PAR DJILALI B.
Trois pays du Sahel, le Mali, le Niger et le Burkina, sont en train de démonter le puzzle de la politique africaine mis en place par la France pendant plus d’un siècle de présence sur le continent. Le processus s’accélère avec les décisions de ce trio d’Etats qui ont scellé une alliance stratégique qui comprend les aspects militaires et économiques.
Après le retrait des forces françaises, les sanctions de la Cédéao contre les putschistes ont créé naturellement un front uni, Ouagadougou, Bamako et Niamey, pour faire face initialement aux mesures économiques, ensuite aux menaces d’une intervention militaire au Niger pour rétablir le président déchu, Mohammed Bazoum.
La rupture avec la France, en raison de son attitude hostile, arguaient les trois capitales, était consommée. Paris a consenti au divorce en raison de la montée du ressentiment croissant vis-à-vis de sa présence. La France est devenue indésirable, et les manifestations populaires le lui ont bien fait comprendre.
Les autres pièces du puzzle commencent alors à tomber, les unes après les autres, à mesure que les trois Etats réunis dans l’Alliance des Etats du Sahel (AES), qui ont vocation à démanteler les accords et conventions signés entre la France et ces Etats au lendemain des indépendances et qui, est-il démontré, a posteriori, consacraient la poursuite de la politique de l’aliénation des anciennes colonies.

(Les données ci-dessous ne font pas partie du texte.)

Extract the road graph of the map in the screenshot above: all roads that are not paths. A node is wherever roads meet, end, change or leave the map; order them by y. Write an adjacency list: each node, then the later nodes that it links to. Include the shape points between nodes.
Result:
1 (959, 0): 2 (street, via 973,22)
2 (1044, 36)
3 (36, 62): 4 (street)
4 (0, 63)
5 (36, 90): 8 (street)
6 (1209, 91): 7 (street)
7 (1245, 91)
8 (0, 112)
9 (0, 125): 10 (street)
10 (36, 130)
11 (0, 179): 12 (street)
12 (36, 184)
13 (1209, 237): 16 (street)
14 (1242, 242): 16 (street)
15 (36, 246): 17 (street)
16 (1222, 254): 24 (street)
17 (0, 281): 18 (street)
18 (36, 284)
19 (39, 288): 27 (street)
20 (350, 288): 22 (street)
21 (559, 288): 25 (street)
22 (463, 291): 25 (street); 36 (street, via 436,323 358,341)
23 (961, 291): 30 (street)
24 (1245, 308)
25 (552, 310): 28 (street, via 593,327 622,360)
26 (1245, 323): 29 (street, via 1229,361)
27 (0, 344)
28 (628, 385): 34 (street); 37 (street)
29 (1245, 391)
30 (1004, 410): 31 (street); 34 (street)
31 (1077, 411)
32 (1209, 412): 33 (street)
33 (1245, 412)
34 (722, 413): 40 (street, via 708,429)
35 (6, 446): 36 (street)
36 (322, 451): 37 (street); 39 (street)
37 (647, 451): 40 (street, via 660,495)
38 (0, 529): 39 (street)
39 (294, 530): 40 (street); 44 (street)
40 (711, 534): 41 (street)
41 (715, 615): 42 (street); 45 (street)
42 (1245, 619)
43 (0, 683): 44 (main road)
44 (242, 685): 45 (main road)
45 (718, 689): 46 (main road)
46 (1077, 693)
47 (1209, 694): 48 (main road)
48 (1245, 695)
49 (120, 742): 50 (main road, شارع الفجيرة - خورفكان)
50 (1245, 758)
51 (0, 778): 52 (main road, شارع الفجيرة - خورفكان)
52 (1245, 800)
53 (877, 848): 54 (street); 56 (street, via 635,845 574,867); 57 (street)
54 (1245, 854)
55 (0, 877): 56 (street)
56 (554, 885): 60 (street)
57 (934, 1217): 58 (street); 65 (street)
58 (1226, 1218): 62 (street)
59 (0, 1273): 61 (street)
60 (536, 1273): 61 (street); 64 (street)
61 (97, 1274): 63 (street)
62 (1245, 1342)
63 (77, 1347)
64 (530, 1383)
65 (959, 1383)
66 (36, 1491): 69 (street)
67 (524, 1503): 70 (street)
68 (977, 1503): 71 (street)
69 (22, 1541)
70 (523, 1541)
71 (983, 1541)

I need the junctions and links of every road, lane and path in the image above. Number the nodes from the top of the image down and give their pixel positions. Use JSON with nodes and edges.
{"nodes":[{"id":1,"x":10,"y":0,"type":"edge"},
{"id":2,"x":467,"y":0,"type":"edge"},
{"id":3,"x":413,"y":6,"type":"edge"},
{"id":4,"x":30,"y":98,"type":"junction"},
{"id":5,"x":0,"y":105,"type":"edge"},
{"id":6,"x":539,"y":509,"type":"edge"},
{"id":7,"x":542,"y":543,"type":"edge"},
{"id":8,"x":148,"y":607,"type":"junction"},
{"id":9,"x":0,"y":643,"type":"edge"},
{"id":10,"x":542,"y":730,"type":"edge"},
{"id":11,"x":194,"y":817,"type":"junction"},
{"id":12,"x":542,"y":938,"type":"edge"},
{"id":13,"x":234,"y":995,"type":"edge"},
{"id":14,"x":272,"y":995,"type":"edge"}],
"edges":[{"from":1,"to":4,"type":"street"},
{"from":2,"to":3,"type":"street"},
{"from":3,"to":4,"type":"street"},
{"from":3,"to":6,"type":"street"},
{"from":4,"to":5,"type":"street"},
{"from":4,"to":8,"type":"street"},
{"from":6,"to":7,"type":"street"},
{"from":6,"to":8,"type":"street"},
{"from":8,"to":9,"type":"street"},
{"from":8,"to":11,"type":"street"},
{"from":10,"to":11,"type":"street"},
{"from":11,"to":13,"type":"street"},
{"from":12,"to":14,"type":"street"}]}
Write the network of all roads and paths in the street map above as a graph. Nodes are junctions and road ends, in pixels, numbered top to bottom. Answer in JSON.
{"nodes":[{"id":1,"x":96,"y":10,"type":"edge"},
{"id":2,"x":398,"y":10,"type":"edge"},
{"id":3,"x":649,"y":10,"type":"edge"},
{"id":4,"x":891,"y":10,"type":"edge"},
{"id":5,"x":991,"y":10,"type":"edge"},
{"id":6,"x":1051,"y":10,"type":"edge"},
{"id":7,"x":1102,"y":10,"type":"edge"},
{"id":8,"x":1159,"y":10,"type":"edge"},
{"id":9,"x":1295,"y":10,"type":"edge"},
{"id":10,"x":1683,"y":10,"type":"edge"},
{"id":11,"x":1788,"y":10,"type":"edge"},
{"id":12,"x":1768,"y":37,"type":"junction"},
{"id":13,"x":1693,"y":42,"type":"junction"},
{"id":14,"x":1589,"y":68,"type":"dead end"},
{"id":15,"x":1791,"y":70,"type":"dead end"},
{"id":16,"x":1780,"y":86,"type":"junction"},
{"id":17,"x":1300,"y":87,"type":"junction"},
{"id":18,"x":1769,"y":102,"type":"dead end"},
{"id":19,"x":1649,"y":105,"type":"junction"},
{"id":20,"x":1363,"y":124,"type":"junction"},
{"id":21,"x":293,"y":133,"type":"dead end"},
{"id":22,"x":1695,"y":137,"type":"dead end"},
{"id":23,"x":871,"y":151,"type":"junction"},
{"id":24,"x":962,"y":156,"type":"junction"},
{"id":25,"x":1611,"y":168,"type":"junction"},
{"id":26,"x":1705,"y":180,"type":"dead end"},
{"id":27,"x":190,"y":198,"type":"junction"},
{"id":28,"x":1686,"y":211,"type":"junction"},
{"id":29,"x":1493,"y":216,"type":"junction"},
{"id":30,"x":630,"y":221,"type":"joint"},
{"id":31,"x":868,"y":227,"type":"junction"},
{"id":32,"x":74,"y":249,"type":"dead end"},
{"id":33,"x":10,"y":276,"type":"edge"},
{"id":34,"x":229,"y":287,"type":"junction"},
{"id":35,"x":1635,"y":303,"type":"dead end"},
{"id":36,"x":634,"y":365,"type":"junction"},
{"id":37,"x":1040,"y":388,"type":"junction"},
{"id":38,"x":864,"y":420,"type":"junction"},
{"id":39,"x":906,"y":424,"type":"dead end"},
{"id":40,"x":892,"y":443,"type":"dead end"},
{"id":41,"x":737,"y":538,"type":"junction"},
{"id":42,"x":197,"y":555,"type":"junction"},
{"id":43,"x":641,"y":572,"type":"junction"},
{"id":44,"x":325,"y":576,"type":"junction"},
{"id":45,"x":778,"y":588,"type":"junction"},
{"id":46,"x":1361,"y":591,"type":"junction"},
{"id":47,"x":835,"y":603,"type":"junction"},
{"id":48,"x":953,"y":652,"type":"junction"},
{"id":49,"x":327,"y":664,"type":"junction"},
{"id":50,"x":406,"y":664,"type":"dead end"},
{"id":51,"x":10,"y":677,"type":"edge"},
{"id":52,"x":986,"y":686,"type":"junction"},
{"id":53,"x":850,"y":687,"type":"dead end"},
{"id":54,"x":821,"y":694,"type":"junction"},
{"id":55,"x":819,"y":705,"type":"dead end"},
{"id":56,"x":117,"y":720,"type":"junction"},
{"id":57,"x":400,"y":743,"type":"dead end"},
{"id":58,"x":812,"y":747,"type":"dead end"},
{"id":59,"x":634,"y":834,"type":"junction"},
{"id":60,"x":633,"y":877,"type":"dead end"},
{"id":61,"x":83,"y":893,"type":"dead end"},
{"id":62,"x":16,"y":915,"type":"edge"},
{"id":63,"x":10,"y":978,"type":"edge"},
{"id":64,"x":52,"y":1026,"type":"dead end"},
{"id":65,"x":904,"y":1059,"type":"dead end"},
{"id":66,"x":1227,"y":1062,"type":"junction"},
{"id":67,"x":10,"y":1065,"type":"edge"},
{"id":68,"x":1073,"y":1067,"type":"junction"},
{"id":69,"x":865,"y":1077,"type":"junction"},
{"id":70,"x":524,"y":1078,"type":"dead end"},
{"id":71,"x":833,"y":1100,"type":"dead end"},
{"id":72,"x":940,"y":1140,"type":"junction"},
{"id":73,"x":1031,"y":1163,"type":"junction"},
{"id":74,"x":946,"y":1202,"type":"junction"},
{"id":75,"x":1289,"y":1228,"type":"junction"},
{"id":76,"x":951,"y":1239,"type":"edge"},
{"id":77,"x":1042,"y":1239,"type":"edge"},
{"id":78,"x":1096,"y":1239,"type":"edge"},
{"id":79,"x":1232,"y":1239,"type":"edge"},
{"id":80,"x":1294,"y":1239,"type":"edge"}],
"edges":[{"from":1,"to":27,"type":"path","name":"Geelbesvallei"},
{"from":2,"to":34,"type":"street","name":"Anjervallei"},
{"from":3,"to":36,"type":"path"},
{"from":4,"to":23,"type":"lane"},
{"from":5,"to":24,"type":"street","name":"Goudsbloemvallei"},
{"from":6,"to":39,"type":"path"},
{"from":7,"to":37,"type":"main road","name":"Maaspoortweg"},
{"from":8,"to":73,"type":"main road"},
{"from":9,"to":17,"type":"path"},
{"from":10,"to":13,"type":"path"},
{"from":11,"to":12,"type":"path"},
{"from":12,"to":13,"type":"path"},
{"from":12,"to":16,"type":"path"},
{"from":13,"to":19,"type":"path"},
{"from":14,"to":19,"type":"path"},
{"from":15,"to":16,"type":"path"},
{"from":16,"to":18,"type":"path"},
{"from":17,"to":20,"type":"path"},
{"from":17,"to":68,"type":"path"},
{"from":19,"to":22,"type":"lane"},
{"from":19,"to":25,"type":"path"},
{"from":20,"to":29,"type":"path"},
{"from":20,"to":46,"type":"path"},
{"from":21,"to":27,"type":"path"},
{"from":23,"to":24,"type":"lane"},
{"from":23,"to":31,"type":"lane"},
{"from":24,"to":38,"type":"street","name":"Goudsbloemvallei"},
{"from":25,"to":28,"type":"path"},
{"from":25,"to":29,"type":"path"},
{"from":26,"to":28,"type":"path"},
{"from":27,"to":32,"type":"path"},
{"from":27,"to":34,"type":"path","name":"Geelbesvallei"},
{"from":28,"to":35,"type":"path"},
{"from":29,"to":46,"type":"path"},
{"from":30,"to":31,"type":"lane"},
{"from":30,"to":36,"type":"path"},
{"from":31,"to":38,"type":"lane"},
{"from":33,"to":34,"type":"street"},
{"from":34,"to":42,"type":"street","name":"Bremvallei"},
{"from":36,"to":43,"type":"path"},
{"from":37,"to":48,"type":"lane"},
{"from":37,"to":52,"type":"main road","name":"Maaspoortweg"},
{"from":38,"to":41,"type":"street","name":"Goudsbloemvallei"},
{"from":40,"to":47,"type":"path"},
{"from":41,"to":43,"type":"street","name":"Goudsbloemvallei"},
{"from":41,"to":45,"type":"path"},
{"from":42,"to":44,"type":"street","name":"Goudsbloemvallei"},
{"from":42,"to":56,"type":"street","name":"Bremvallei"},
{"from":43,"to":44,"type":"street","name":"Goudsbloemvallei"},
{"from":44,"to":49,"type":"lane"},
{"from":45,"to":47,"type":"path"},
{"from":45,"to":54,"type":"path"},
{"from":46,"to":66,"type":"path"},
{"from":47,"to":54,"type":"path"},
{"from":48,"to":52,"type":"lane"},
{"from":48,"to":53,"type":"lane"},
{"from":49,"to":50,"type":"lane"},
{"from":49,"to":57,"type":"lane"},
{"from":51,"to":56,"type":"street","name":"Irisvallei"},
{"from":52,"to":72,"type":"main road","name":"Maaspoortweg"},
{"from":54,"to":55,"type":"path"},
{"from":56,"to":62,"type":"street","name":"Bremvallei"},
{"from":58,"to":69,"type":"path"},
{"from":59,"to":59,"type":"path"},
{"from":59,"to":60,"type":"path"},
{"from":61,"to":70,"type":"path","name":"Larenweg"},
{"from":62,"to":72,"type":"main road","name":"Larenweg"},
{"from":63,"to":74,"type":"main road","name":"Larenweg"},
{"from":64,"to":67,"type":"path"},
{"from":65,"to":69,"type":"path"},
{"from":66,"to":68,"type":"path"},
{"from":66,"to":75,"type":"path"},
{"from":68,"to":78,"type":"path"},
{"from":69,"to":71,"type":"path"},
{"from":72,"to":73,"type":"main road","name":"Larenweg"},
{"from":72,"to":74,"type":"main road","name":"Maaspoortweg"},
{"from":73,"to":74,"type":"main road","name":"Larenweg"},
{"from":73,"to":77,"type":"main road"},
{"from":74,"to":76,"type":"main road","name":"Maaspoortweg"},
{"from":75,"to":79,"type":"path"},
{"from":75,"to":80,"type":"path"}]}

Ainsi, après les accords militaires passés à la trappe, Niamey, Bamako et Ouaga passent aux conventions politiques et économiques pour réduire davantage l’influence française avec la perspective déclarée par les trois présidents de la transition de passer à d’autres partenariats « gagnant-gagnant », y compris dans le domaine de défense qui, par ailleurs, se concrétisent avec la Russie, la Chine et la Turquie, alors que les Etats-Unis, notamment au Niger, ont revu leurs positions. Aussi ont-ils quitté, dans le même sillage, la seule organisation militaire conjointe, le G5 Sahel, piloté par Paris, poussant ses deux derniers membres, le Tchad et la Mauritanie, à signer sa mort.
De son côté, le Niger, après l’accord pour le retrait des troupes françaises, a dénoncé d’ailleurs, avant la fin de l’année en cours, un accord de coopération militaire avec l’union européenne. Niamey retire ainsi le consentement accordé pour le déploiement d’une mission de partenariat militaire avec l’UE avec retrait des privilèges et immunités pour cette mission. Pour Niamey, l’UE prend des mesures plus incohérentes et illégales les unes que les autres, dans la logique d’hostilité. Il est aussi reproché à l’UE de s’aligner et de suivre les positions françaises.
Perspective d’intégration monétaire
Par ailleurs, le Niger et le Mali ont décidé de dénoncer les conventions signées avec la
France pour éviter la double imposition, qui s’est avérée, selon Niamey et Bamako, désavantageuse et n’est qu’au bénéfice de la France. L’attitude hostile persistante de la
France contre nos Etats et le caractère déséquilibré de ces conventions causent un
manque à gagner considérable pour le Mali et le Niger, lit-on dans le document conjoint.
Un délai de trois mois est accordé pour rétablir la double imposition. Un coup dur pour
les entreprises françaises, domiciliées en France et exerçant dans ces deux pays.
Par ailleurs, les discussions au sein de l’AES ont abordé les questions liées à l’architecture, l’organigramme et l’organisation de l’Alliance qui a intégré les aspects sécuritaire, économique mais également politiques avec l’éventualité de créer une confédération des trois Etats, évoquée par les ministres des affaires étrangères des trois pays. Il est question aussi, et c’est le sujet le plus important, d’une intégration monétaire dans le cadre des discussions du volet développement entre ces Etats.
Si la question sécuritaire est quasiment tranchée, la confédération et le développement
incluant l’intégration monétaire sont encore entre les mains des experts qui ne devraient pas tarder à présenter un document complet sur l’architecture de cette alliance en construction sur les décombres du puzzle monté par la France, à son avantage, depuis les années 1960.